There is a lesson here aside from the fact that Jeffrey "found God" a little earlier than he should have... Plea allocutions are often overlooked by busy defense counsel. The results could be, as in this case, devastating. Plea deals get lost, days in court are wasted, and counsel looks like an ass. (So does the client of course but in a case like Blunt's we didn't expect much more.) Potentially the client could lose a plea bargain exposing him to a lot more time as in the case above. He could also blow his chance at getting a substantial assistance departure, or could, under the right circumstance, earn himself a perjury charge. He could talk his way into a confession on a new charge (in the Blunt case above, promoting prison contraband.)

Blowing a plea allocution is not something that is a rarity either. As a Legal Aid lawyer back in the 80's, (can it be that long ago???) I used to see it happen a few times a week. The reason? Not taking the time to review the questions that the client will be asked.

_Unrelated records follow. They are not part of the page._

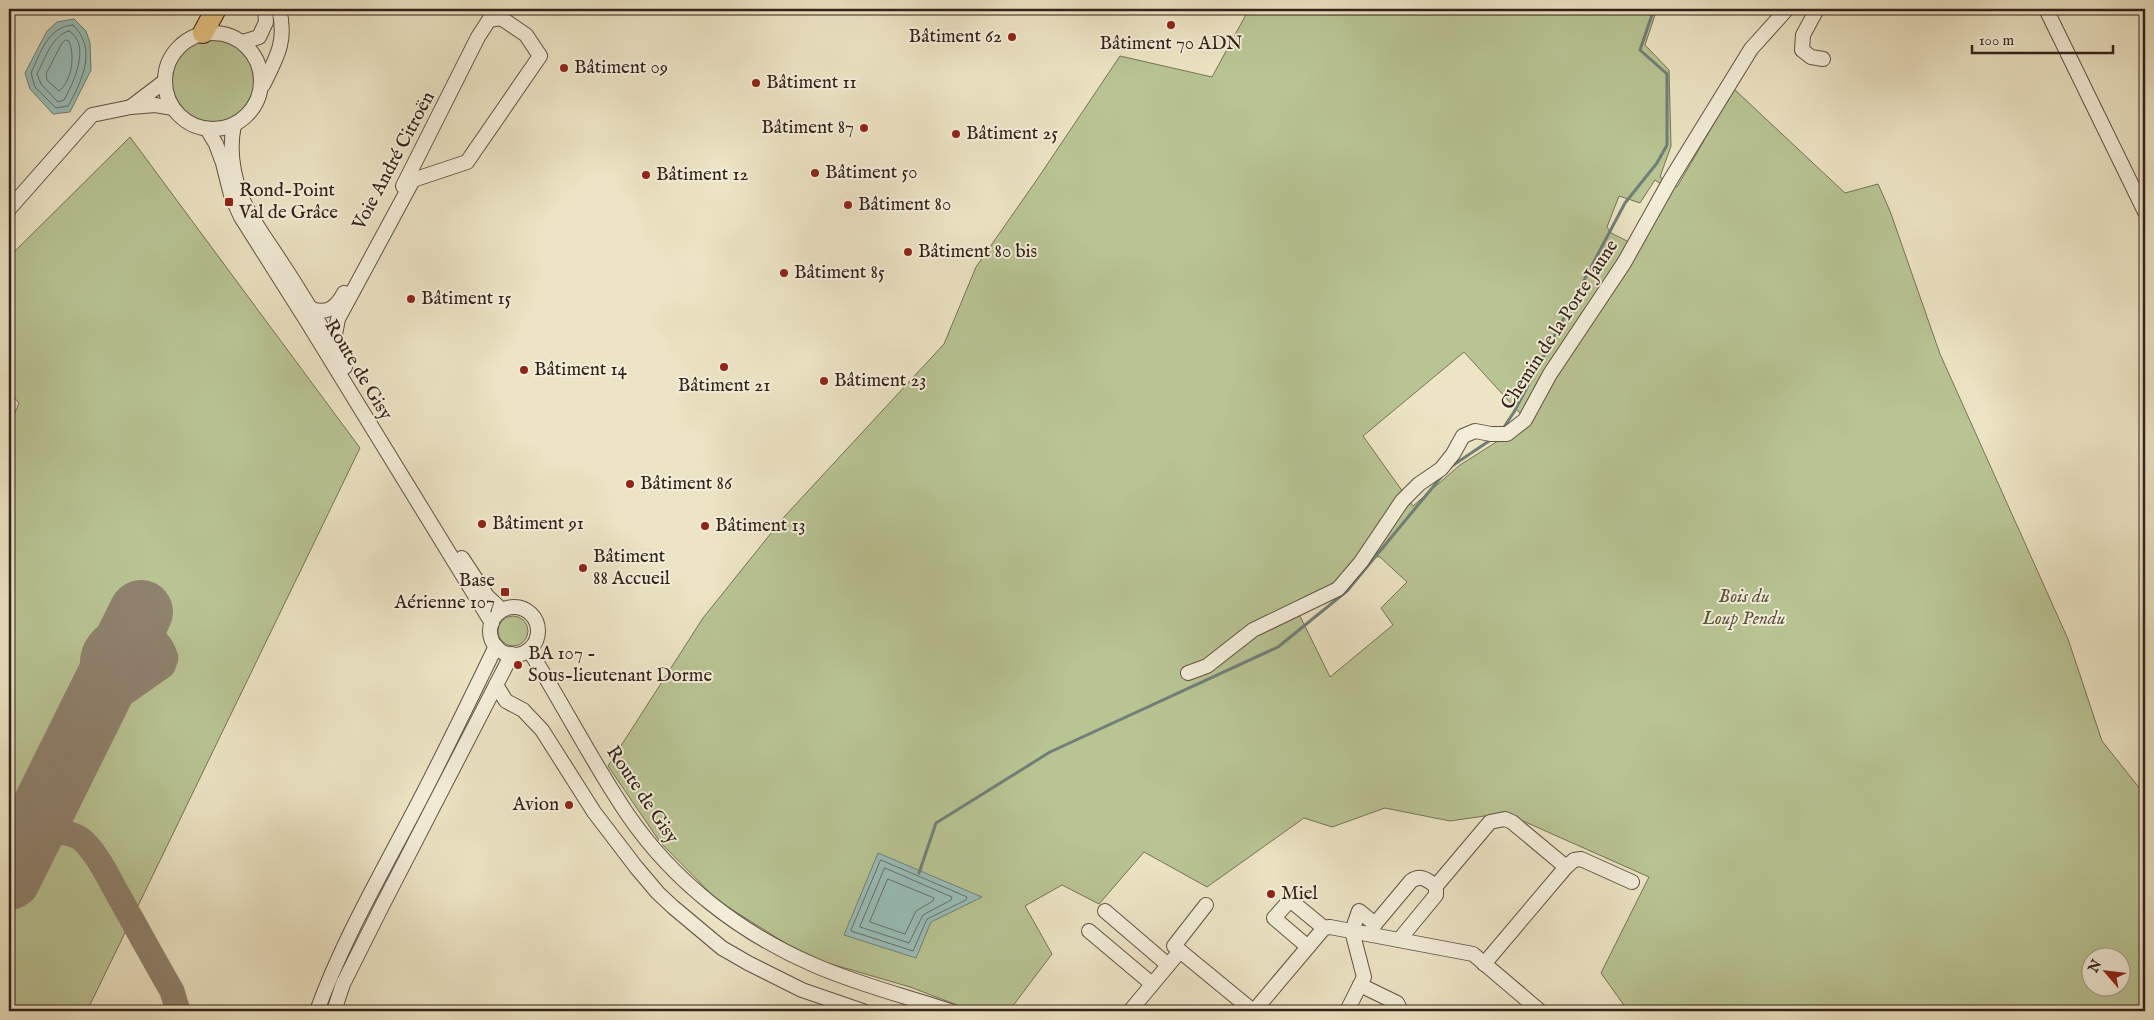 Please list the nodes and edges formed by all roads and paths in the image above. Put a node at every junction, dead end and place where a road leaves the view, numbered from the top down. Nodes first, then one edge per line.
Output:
1 (216, 9) edge
2 (265, 9) edge
3 (279, 9) edge
4 (1787, 9) edge
5 (1817, 9) edge
6 (2046, 9) edge
7 (503, 13) edge
8 (203, 33) junction
9 (243, 42) junction
10 (1823, 59) dead end
11 (165, 81) junction
12 (262, 88) junction
13 (131, 107) junction
14 (173, 108) junction
15 (234, 125) junction
16 (207, 129) junction
17 (9, 209) edge
18 (2145, 212) edge
19 (340, 314) junction
20 (311, 315) junction
21 (333, 345) junction
22 (502, 610) junction
23 (492, 624) junction
24 (496, 646) junction
25 (529, 650) junction
26 (512, 654) junction
27 (1188, 673) dead end
28 (496, 686) junction
29 (1566, 867) junction
30 (1632, 882) dead end
31 (1436, 886) junction
32 (1206, 905) dead end
33 (1105, 911) dead end
34 (1324, 928) junction
35 (1372, 929) junction
36 (1089, 930) dead end
37 (1352, 931) junction
38 (1399, 940) junction
39 (1308, 947) junction
40 (1180, 951) junction
41 (1484, 964) junction
42 (1168, 965) junction
43 (1152, 984) junction
44 (1360, 985) junction
45 (317, 1011) edge
46 (334, 1011) edge
47 (863, 1011) edge
48 (950, 1011) edge
49 (1130, 1011) edge
50 (1254, 1011) edge
51 (1347, 1011) edge
52 (1401, 1011) edge
53 (1540, 1011) edge

1 - 8 highway
2 - 9 street
3 - 12 street
4 - 27 street, Chemin de la Porte Jaune
5 - 10 street
6 - 18 street
7 - 19 street
7 - 20 street, Voie André Citroën
8 - 9 street
8 - 11 street
9 - 12 street
11 - 13 street
11 - 14 street
12 - 15 street
13 - 14 street
13 - 17 street
14 - 16 street
15 - 16 street
15 - 20 street, Route de Gisy
16 - 20 street, Route de Gisy
19 - 20 street
19 - 21 street
20 - 21 street, Route de Gisy
20 - 23 street, Route de Gisy
21 - 22 street, Route de Gisy
22 - 23 street
22 - 25 street
23 - 24 street
24 - 26 street
24 - 45 street
25 - 26 street
25 - 48 street, Route de Gisy
26 - 28 street
28 - 46 street
28 - 47 street
29 - 30 street
29 - 31 street
29 - 41 street
31 - 35 street
31 - 38 street
32 - 40 street
33 - 42 street
34 - 37 street
34 - 39 street
34 - 39 street
35 - 37 street
35 - 37 street
35 - 38 street
36 - 43 street
37 - 44 street
38 - 41 street
39 - 50 street
40 - 42 street
40 - 50 street
41 - 53 street
42 - 43 street
43 - 49 street
44 - 51 street
44 - 52 street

Under Boykin v. Alabama, 395 U.S. 238 (1969), the Supreme Court set a standard for all plea allocutions. The NY Court of Appeals weighed in with its decision in People v. Harris, 61 NY2d 9 (1983). The standard requires that the defendant at the time of allocution make a "knowing, voluntary and intelligent waiver of their constitutional rights" (to a jury trial; to remain silent; to not have to present a defense but to put the prosecution to their burden; to a lawyer even if they cannot afford one.)

The Harris court stated that "a uniform mandatory catechism of pleading defendants is not required, and a sound discretion exercised on an individual basis is preferable to a ritualistic uniform procedure. A record that is silent will not overcome the presumption against waiver by a defendant of constitutionally guaranteed protections, but the record must show an intentional relinquishment or abandonment of a known right or privilege. A detailed articulation and waiver of the rights to a jury trial, the privilege against compulsory self incrimination and the right to confront accusers is not constitutionally mandated, although the Trial Judge must make sure that the accused has full understanding of what the plea connotes and of its consequences."

The record must be clear enough so that there is some evidence on the record which affirmatively discloses that the defendant understood the alternative to pleading guilty. (See Hanson v. Phillips, 442 F.3d 789 (2d Cir., 2006.)

Understanding that there is no hard and fast "script" that a judge must use, most ask at least the questions that a defense attorney in a civil deposition might ask a witness to satisfy the "knowing, voluntary and intelligent waiver part of the allocution. Hence, after asking about whether a defendant has been advised of their rights to: silence, to an attorney, and to a trial of their peers, the court will inquire if they understand they are entitled to those rights; if anyone has forced them to relinquish those rights; if any promises have been made to obtain the waiver (a smart defense counsel will pipe up, if the court doesn't, that there was an agreement to plead guilty to "X" crime for "Y" sentence wherein the court will ask "other than the plea agreement entered into, was there any other promises made by anyone to convince the defendant to take the plea); is the defendant acting voluntarily (that no one coerced him to take the plea); and it will often ask if he is in good health or has taken any drug or alcohol that would impair his ability to understand the proceedings.

Counsel for the defendant should review these concepts and ask the actual questions of the defendant even on the day of the plea. Make sure the defendant is ready to give the answers you want him to give. IF he fails to give those answers then you must determine why. You cannot advise him to lie to the court. You can however ask for a continuance, (which is what the attorney for Blunt above should have done had she known he had used cannibis that morning) or explain to the defendant his rights, what his answer will do to the proceeding, and if he still wants to plead guilty.
If necessary an Alford, (North Carolina v. Alford, 400 U.S. 25 [91 S.Ct. 160, 27 L.Ed.2d 162 or Serrano(state court) (People v. Serrano, 15 N.Y.2d 305 [196])plea should be entered into for the purpose of getting the deal done.

Taking the time to prep the defendant for the plea won't always result in a successful outcome. A defendant entering a plea who, either doesn't think he is guilty, or doesn't like the plea bargain, may still destroy the allocution, but at least you will know that you did what you could to save him from himself.

1 comment:

Anonymous said...

Many thanks for the posting. This came just in the nick of time for a particular client and me. I get tired of asserting the importance of this in client prep for sentencing. But no matter the client opposition to going over his allocution ("yea, yea, I know what to say"). My job is to tighten the client up.